Posted 13 May 2005 - 07:31 AM

My computer is windows xp updated, firewall protected, with updated virus protection. I keep my system running tip top. I didn't know till yesterday that my sisters comp. has no firewall, no updated virus scanner and has never ran any win. xp patches or updates. I sent her an email with an attachment that I scanned before even sending. She never opened the attachment because she said theres not much space on her computer. After repling back to me her computer started going haywire and sending lsa shell export version encountered a problem and of coarse kept shutting down windows. I looked it up, found its a sassor worm, and tried to help her clean her computer (by phone). She's a mess. we can't access hardly anything due to no available space. We couldnt even shut down system restore so we could run a worm removal. Turns out she's never defragmented either. We did that and it didn't help enough. We searched through her task manager looking under processes to find any sassor culprets. We didnt find any of the ones mentioned for the sassor worm but I read that new variants are constantly comming up. I need to find an updated list of the sassor attachments.
I really need to know...... Did I send her this? I ran a malicious software removal program and scanned my computer but nothing was found. I re scanned the draft of the letter I sent her. Still nothing. I feel terrible because she needs her computer for work and I need to know if I inadvertantly did this to her computer!!
I wouldnt want this to ever happen again if I did. Is something hiding on my computer???? Can I send a worm if I don't have one?? We both have windows xp and DSL.
Thanks in advance to anyone who replies to this post.
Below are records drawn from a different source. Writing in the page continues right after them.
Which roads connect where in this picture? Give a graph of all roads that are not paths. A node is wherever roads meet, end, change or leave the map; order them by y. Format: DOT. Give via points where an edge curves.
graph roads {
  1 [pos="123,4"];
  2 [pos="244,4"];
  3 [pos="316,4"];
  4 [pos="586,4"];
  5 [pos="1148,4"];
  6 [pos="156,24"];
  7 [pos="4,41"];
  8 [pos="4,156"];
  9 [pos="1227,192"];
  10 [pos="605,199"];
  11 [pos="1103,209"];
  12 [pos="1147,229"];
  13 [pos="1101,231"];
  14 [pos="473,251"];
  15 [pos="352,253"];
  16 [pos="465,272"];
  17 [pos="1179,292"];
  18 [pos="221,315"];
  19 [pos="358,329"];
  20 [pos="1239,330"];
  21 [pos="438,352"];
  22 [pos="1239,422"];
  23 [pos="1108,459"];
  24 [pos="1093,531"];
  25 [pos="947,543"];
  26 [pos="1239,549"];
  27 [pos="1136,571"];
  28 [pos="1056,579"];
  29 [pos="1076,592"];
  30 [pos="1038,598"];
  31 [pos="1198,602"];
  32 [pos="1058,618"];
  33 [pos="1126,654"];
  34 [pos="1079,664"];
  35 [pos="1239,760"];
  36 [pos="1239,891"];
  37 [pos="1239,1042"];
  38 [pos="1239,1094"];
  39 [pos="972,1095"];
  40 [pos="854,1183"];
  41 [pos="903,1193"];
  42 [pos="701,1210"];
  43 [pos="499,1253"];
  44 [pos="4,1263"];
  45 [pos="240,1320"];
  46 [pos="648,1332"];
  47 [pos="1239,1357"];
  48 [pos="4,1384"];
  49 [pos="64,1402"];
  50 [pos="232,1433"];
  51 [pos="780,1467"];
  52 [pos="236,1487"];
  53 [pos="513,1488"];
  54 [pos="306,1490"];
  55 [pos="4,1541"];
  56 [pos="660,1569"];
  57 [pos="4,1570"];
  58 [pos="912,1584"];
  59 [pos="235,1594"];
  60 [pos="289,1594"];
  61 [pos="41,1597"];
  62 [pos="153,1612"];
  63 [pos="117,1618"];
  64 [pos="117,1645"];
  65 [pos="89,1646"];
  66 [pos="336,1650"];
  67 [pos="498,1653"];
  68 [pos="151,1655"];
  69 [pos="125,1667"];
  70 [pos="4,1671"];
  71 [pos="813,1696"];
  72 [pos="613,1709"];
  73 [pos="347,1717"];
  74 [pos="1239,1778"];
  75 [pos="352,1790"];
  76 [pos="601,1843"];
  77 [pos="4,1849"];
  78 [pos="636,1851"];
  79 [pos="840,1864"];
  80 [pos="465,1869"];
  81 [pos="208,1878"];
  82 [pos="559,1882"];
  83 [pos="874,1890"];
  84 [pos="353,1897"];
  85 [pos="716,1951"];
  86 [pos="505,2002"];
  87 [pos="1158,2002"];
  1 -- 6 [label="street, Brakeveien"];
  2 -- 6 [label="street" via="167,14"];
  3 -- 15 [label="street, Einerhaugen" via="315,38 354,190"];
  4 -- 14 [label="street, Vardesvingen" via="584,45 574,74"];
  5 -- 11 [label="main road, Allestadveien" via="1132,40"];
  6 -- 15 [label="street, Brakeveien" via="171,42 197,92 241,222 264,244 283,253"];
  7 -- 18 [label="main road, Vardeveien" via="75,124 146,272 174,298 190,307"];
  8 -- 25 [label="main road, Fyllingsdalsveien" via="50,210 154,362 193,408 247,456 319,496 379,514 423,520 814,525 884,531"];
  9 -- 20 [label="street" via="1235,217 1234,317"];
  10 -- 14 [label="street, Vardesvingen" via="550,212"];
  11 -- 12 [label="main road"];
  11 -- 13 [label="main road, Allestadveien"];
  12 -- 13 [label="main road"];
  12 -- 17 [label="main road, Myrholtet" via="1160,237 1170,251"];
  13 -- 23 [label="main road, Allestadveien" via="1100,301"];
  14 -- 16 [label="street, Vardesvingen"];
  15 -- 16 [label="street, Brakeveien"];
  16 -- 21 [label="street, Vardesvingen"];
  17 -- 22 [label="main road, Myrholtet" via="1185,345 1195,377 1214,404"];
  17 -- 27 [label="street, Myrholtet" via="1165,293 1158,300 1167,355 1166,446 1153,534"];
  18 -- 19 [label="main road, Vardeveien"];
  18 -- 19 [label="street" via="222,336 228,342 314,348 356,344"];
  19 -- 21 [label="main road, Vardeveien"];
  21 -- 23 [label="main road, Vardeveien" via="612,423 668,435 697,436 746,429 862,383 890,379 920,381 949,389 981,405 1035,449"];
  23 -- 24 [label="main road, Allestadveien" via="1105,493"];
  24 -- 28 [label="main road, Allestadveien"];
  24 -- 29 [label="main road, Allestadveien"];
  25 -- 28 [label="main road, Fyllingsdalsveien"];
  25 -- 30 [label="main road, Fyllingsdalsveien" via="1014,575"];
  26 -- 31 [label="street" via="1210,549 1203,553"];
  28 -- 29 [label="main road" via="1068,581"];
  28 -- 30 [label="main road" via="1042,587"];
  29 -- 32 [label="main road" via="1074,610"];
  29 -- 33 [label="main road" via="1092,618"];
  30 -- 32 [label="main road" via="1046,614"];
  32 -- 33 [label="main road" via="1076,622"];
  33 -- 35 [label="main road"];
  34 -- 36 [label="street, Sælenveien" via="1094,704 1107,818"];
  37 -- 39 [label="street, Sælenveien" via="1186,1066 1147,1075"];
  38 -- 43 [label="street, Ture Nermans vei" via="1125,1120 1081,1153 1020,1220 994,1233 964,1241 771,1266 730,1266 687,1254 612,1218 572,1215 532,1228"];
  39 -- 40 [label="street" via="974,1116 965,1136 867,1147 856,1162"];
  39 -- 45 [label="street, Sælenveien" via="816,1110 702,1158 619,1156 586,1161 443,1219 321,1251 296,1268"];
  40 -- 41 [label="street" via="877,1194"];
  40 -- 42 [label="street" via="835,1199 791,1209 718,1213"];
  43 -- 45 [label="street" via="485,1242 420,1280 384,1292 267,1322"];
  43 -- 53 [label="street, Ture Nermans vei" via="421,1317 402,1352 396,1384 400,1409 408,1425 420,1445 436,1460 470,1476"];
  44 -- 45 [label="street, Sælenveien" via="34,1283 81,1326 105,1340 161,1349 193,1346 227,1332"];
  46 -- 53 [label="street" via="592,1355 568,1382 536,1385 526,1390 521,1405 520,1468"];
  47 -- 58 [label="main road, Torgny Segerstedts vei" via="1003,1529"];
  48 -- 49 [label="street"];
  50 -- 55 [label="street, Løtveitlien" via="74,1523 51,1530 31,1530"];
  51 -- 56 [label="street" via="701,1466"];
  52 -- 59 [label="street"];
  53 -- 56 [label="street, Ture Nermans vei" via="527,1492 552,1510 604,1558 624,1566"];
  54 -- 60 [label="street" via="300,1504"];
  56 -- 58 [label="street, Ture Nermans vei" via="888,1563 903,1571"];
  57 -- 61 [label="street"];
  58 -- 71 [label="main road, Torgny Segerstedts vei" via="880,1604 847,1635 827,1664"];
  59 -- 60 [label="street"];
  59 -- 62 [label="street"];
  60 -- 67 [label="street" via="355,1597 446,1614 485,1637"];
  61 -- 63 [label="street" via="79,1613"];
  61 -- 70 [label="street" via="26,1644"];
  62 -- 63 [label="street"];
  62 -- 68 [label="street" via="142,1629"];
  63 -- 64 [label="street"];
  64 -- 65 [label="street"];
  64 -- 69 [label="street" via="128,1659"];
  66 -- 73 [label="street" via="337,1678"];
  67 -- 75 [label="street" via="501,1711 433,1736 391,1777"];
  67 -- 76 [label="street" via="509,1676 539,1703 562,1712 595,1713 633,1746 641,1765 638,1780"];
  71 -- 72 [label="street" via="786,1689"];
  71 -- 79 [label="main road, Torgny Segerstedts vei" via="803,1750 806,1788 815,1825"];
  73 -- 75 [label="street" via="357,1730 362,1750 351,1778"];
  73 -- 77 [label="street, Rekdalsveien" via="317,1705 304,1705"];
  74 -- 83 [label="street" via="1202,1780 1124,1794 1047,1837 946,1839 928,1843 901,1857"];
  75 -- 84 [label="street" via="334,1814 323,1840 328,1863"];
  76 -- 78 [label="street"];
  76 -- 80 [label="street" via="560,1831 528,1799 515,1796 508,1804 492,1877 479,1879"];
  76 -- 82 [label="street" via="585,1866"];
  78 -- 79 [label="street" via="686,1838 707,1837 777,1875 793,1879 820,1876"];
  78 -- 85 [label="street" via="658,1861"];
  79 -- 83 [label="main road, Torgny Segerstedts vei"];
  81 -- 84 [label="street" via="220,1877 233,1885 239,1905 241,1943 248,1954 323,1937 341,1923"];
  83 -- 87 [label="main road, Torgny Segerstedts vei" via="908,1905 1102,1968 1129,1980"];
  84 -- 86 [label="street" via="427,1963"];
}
Edited by MrsRat, 13 May 2005 - 07:38 AM.

~ Tamara


Be not forgetful to entertain strangers for thereby some have entertained angels unawares.
Hebrews 13:2

BC AdBot (Login to Remove)

 


#2 Leurgy

Leurgy

    Voted most likely


  • Members
  • 3,831 posts
  • OFFLINE
  •  
  • Gender:Male
  • Location:Collingwood, Ontario, Canada
  • Local time:03:12 AM

Posted 13 May 2005 - 08:48 AM

Download and run the McAfee AVERT Stinger on your your computer. It is a special tool to detect and remove some common viruses including the Sasser worm. It has been updated to 5/02/2005 but its a good tool. According to McAfee again, this worm finds vunerable computers that don't have a firewall. Don't beat yourself up about this because your sisters computer is wide open and it was only a matter of time before she got something. Its amazing she lasted this long. No doubt she is infested with malware. I've seen unprotected computers come up with in excess of 600 viruses after a half an hour connected to the internet without protection.

Again, don't feel badly. Its not your fault.

When the only tool you own is a hammer, every problem begins to resemble a nail. Abraham Maslo

**** We use our powers for good, not evil ****

 Trying to remove your data from the web is like trying to remove pee from a swimming pool


#3 Herk

Herk

  • Members
  • 1,609 posts
  • OFFLINE
  •  
  • Gender:Male
  • Location:S.E. Idaho, USA
  • Local time:04:12 AM

Posted 13 May 2005 - 11:54 AM

Sounds like the first thing she needs to do is get some hard drive space. She needs to delete Temporary Internet files and Windows Temp files if she hasn't already. Temporary Internet Files can be deleted from within Internet Explorer through the Tools -> Internet Options tab. To delete Temp files click Start -> Run and type %temp%, then when the window opens, click on Tools -> Folder Options and under the View tab click on "Show Hidden Files" and uncheck "Hide Protected Operating System Files." Then click Edit and choose "Select All" and press the Delete button. That may free up considerable space, assuming she hasn't been performing any regular maintenance.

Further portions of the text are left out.